NAUSEA – Nova Agência Ultra Secreta de Exploração Aeroespacial

Conto de humor.


NAUSEA: voando baixo, tropeçando alto

Era uma vez, no coração do Cerrado, escondida entre um posto de gasolina desativado e um campo de soja transgênica, a sede da NAUSEA – Nova Agência Ultra Secreta de Exploração Aeroespacial. A placa da frente dizia “Aqui começa o futuro”, mas alguém rabiscou com pincel: “do fracasso”.

Seu fundador, o excelentíssimo doutor em Aeronauticagem Comparada e ex-estagiário do Detran, Dirceuzão, sonhava em lançar o primeiro foguete 100% nacional com tecnologia limpa, barata e reciclável: um míssil feito de cano de PVC, fita isolante e um botijão de gás da Ultragaz.

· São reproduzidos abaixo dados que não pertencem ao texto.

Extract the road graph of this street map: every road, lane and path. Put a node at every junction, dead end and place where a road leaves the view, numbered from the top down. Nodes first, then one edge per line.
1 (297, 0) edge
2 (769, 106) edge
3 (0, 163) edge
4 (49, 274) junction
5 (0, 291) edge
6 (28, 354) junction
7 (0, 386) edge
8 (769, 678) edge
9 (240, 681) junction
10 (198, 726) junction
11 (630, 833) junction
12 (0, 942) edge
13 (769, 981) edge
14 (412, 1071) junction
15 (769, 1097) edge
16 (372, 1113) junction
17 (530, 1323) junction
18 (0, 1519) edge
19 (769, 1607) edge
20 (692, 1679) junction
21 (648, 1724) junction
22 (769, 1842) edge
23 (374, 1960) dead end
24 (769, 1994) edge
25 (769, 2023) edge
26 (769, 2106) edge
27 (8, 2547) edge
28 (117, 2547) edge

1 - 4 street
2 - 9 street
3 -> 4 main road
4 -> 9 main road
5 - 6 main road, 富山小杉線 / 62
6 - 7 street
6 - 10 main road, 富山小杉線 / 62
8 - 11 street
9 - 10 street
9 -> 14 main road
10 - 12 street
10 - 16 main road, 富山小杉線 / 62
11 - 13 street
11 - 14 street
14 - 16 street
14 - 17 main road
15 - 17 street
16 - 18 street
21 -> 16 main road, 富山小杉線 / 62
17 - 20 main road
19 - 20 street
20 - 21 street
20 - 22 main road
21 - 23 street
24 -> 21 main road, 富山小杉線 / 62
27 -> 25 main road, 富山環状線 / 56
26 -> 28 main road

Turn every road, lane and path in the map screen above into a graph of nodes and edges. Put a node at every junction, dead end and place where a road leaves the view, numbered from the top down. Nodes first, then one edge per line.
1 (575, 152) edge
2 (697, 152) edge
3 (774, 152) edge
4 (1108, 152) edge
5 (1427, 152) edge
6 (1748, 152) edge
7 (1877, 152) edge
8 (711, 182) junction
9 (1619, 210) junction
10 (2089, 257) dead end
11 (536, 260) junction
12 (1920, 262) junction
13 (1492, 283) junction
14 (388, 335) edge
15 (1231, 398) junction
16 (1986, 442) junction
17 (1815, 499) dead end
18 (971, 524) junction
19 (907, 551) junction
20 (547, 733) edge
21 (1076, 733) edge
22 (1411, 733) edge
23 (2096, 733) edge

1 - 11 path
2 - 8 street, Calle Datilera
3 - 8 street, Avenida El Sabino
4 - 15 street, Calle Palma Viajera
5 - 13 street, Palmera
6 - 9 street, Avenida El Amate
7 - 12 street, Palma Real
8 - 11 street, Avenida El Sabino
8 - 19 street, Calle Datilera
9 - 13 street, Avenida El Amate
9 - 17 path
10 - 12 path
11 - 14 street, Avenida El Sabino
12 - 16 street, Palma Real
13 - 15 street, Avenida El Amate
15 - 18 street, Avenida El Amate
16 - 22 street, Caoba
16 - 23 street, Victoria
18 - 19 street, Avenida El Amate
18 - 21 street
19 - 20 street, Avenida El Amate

— “Missão: enviar um pão de queijo à estratosfera!” — anunciou com orgulho ao lado do vice-diretor, um papagaio aposentado da Polícia Federal.

A equipe da NAUSEA era composta por três estagiários de física (todos reprovados), um influenciador digital de astrologia quântica, e Dona Juraci, que fazia café, decifrava códigos e redigia projetos em Comic Sans.

O primeiro teste, chamado carinhosamente de Operação Vai se Der, foi um sucesso… por dois segundos. O foguete subiu 1,5 metro, fez um loop involuntário, e aterrissou direto na Kombi do refeitório. Os fragmentos foram recolhidos com sacos de pão. Ainda assim, o ministro disse na coletiva:

— “Estamos a um passo da lua, só que é o passo de bêbado.”

Animados com o “quase” sucesso, decidiram tentar algo maior: a primeira missão tripulada da NAUSEA. O astronauta escolhido foi Seu Valdomiro, o zelador do prédio, que aceitou ir ao espaço em troca de um vale-refeição e dois ingressos pro show do Amado Batista.

O módulo espacial era uma caixa d’água de 500 litros com Wi-Fi instável e duas coxinhas congeladas. O lançamento foi adiado cinco vezes: na primeira choveu, na segunda o botijão vazou, na terceira esqueceram o Valdomiro dentro e trancaram o portão. A quarta foi feriado. Na quinta, a equipe se reuniu para “alinhamento energético”.

Finalmente, na sexta tentativa, o foguete decolou… de ré. A missão foi rebatizada de Projeto Cavalo de Pau Lunar.

Durante a coletiva de imprensa, um jornalista perguntou:
— “E se der tudo errado?”
— “Se der certo, é Brasil. Se der errado, também é.”

Apesar de tudo, a NAUSEA conseguiu reconhecimento internacional quando o foguete acidentalmente atingiu um satélite da NASA. Foi o primeiro crossover espacial acidental da história. O Brasil saiu no New York Times com a manchete: “Brazilian Agency Hits Space Jackpot: Oops!”.

Hoje, a sede da NAUSEA é ponto turístico. Seu Valdomiro ganhou uma estátua de isopor na entrada e todo 1º de abril é celebrado o Dia da Queda Controlada.

A NAUSEA continua firme em seu propósito: voar cada vez mais baixo com objetivos cada vez mais altos.

Por isto, sempre que alguém escreve nas redes sociais “CHAME A NASA”, me dá náusea.